By: Dr. Barry Riskin
September has been designated as World Alzheimer’s Month, and awareness of this disease is both worthy and timely.
In the United States alone, there are an estimated five to nine million Americans with Alzheimer’s disease. What often makes Alzheimer’s disease so devastating is not only the toll the illness takes on the patient alone, but also the toll it takes on the spouse, family, or other caregivers and friends.
At the time of this writing, some of the greatest minds in medicine and research are working literally around the world and around the clock to find a cure or at least improvements to the treatments for Alzheimer’s disease.
Tremendous progress has been made in our understanding of what Alzheimer’s disease is, and thankfully, we do have some treatments that help lessen some of its symptoms. But all will agree that there is much work left to be done.
Many people are confused by the term “dementia” and how it relates to Alzheimer’s disease. Dementia can be understood as a loss of all aspects of thinking power over time. Of all the causes of dementia, Alzheimer’s disease is overwhelmingly the most common.

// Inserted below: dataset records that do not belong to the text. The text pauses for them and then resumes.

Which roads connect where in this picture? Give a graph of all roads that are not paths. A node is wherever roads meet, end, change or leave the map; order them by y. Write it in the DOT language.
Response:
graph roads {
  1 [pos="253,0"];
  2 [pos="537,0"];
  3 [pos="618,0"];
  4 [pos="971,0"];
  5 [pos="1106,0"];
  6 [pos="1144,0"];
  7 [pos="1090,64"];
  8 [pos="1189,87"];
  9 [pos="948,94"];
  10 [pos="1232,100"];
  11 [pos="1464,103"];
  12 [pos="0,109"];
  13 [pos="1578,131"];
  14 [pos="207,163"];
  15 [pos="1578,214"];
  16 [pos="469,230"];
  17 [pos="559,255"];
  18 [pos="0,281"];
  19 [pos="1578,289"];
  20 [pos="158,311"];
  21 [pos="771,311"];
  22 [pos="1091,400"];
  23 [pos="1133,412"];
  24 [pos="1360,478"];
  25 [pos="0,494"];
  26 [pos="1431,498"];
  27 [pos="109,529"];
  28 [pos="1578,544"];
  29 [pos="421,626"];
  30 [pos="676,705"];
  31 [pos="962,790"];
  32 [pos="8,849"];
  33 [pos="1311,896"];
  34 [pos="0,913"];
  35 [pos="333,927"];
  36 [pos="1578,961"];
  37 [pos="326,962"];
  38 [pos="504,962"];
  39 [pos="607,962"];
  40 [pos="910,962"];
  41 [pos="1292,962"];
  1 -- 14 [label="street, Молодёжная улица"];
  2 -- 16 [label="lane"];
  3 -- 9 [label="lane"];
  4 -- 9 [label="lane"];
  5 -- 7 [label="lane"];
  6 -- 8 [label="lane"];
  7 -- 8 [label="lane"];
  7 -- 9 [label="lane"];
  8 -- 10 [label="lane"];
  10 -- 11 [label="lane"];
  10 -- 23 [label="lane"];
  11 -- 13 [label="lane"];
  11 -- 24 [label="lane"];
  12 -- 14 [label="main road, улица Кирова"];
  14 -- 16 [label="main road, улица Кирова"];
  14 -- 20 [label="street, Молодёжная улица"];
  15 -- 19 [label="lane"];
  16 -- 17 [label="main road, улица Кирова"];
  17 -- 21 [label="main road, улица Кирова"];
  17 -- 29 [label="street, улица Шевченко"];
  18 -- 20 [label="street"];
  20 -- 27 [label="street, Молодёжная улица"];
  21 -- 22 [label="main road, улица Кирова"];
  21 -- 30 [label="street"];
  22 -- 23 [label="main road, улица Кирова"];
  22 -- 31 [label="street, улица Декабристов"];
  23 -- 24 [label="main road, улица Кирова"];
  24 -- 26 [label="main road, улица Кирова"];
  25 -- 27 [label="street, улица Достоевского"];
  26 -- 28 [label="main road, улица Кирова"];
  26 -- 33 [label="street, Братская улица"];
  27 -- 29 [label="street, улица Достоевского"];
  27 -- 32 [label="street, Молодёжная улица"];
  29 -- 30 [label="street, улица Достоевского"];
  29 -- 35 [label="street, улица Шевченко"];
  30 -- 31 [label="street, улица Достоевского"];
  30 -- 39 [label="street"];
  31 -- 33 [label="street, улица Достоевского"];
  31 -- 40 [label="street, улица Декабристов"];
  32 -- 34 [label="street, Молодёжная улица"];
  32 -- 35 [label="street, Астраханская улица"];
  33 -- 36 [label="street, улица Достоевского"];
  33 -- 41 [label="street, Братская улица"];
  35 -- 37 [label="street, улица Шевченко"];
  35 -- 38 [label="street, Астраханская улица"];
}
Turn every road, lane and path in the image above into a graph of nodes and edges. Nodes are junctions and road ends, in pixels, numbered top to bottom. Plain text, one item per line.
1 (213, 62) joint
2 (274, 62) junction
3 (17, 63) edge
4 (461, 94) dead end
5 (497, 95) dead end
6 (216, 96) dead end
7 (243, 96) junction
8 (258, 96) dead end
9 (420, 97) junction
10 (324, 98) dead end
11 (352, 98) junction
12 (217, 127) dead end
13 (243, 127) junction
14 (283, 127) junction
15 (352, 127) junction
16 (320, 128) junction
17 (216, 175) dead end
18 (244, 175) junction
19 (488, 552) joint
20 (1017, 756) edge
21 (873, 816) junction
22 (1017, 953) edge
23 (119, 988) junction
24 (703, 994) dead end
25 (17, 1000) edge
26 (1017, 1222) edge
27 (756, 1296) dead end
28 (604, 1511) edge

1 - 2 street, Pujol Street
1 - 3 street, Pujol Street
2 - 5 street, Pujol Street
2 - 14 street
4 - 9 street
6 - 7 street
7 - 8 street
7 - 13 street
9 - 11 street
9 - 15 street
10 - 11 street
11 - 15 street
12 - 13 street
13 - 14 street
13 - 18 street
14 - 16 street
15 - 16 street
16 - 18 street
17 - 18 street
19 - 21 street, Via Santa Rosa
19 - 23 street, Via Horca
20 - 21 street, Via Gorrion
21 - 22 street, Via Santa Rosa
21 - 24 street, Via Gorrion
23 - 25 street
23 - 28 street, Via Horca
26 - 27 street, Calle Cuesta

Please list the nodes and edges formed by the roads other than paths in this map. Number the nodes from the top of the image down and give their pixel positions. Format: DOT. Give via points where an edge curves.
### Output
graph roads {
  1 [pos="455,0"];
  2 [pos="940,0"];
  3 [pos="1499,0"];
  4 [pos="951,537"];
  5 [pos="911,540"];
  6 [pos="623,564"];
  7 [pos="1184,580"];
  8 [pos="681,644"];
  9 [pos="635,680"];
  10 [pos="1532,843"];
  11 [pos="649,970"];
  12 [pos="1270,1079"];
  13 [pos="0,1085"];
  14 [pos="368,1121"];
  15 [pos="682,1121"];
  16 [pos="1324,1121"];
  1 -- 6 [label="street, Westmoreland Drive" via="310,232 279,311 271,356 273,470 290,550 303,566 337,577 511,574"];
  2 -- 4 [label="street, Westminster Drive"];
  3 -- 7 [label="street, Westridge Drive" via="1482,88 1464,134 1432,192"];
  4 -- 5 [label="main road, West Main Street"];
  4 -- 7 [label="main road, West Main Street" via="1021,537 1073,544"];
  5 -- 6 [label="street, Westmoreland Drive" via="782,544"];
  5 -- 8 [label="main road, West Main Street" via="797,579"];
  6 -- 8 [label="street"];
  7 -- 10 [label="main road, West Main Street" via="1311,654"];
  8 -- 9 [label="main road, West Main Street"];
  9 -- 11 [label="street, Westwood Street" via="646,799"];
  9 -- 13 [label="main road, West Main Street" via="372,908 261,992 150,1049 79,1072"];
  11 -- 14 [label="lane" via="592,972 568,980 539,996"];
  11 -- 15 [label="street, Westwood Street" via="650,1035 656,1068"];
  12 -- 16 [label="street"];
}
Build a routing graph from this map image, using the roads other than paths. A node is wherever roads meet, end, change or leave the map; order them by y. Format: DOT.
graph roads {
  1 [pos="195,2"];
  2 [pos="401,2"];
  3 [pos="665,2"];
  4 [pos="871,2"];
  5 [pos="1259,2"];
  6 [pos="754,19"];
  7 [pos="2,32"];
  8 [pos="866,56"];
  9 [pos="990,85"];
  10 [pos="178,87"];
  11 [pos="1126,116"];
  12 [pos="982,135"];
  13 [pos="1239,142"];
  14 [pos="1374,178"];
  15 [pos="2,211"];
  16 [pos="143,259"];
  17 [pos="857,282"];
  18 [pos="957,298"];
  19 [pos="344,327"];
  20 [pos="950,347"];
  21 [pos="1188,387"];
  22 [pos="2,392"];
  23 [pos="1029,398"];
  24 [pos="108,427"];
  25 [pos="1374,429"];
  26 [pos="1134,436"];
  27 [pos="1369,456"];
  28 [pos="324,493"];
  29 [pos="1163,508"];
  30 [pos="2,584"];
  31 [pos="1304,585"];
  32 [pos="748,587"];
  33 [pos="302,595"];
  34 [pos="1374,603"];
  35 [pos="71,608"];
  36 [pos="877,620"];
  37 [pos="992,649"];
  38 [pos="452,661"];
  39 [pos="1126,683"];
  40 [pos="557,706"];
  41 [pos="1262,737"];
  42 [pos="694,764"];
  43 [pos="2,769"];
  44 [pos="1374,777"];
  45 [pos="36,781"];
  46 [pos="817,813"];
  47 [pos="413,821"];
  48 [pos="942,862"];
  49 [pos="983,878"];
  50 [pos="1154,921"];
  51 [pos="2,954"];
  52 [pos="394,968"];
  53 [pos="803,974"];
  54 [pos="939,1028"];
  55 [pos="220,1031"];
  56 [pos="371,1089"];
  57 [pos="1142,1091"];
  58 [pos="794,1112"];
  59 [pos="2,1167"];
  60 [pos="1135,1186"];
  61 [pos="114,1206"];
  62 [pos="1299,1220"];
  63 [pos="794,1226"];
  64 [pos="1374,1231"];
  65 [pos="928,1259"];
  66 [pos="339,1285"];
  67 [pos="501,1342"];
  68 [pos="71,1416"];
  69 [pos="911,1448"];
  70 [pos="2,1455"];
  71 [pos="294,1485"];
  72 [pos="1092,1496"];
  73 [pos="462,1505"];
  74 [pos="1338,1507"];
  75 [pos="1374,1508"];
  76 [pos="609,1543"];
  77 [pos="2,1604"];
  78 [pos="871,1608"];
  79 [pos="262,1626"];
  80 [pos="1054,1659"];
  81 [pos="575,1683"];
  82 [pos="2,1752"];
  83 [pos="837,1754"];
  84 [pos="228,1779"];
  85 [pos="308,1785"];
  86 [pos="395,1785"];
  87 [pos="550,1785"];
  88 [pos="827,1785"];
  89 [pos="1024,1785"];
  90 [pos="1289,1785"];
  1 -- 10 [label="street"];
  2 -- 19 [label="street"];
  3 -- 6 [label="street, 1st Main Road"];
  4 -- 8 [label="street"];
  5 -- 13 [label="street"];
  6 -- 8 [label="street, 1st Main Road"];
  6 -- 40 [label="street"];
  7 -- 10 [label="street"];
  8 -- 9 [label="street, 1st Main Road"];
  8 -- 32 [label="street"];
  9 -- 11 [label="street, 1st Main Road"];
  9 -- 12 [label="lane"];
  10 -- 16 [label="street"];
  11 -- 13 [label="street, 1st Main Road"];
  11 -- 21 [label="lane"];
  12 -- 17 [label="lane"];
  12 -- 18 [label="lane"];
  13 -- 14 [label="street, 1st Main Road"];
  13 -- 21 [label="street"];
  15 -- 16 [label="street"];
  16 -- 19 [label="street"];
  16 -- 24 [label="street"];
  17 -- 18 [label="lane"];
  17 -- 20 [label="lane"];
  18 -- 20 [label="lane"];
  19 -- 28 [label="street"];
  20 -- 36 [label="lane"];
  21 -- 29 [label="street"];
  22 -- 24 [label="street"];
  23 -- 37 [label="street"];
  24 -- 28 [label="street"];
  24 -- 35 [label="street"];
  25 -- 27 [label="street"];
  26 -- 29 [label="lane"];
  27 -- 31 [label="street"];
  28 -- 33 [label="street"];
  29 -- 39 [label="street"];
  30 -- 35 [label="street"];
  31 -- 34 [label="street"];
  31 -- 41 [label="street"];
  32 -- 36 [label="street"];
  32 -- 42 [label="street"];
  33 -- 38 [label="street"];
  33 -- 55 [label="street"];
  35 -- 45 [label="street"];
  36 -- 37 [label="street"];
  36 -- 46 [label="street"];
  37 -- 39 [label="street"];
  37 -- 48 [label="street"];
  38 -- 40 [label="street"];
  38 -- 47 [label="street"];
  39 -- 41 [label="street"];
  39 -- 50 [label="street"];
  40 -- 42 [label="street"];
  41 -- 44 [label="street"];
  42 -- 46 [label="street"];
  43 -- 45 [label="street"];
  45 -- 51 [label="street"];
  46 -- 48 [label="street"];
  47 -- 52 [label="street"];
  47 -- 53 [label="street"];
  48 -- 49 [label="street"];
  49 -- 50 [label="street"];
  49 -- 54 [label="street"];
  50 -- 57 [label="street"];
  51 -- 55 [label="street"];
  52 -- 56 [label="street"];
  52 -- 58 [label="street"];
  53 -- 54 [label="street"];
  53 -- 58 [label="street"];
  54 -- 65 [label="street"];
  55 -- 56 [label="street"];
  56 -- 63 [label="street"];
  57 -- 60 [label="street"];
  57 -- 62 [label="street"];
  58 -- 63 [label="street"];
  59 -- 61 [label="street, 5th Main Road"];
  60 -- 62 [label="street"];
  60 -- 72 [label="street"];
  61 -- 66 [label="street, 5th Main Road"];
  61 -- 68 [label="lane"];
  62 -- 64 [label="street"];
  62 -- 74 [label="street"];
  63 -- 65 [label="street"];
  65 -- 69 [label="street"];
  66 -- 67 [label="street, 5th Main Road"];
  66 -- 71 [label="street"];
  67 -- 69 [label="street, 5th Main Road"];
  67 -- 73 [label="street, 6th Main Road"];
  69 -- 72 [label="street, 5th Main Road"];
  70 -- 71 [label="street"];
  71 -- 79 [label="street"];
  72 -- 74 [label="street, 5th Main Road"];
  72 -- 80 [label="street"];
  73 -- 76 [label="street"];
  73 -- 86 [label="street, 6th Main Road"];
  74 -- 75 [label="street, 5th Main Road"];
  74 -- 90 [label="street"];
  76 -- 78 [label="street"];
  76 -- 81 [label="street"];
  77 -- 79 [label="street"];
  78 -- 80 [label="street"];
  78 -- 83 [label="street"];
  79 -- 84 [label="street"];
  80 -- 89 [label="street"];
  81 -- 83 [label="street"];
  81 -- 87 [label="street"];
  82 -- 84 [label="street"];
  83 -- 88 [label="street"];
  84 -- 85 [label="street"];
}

Stroke, head injury, Parkinson’s disease, as well as other problems can lead to dementia, but again, Alzheimer’s disease is far and away the most common.
Another source of confusion is that many people think of Alzheimer’s disease as a problem of memory – but memory alone does not make up our overall thinking power – add to this loss of judgment, insight, initiative, concentration, planning, execution, creativity, navigational skills, comprehension, and computational skill and one gets the sense of how negatively impactful Alzheimer’s disease can be.
All physicians treating adults will have the chance to encounter and share in the care of someone with Alzheimer’s disease. As the large population of “baby boomers” ages, the total number of persons with Alzheimer’s disease is expected to rise over the next ten to twenty years.
One of the most important aspects of treating Alzheimer’s disease is to engage the help and support of the patient’s spouse or partner, friends, family, and community. Keeping people with Alzheimer’s disease fully engaged with people and activities can be vital – and it often requires great care and support of those tasked with the care of the patient as well.
Evaluations for Alzheimer’s disease often consist of an interview and physical examination with a doctor, often a neurologist or other specialist – sometimes blood tests, brain scans, or other tests are also employed to ensure there are no other medical problems or complicating factors.
There is always hope for patients with Alzheimer’s disease and their families – our hope is that within our generation we will be able to stop or cure it – let us work together to make sure that in the meantime, those around us get the care that they need and deserve.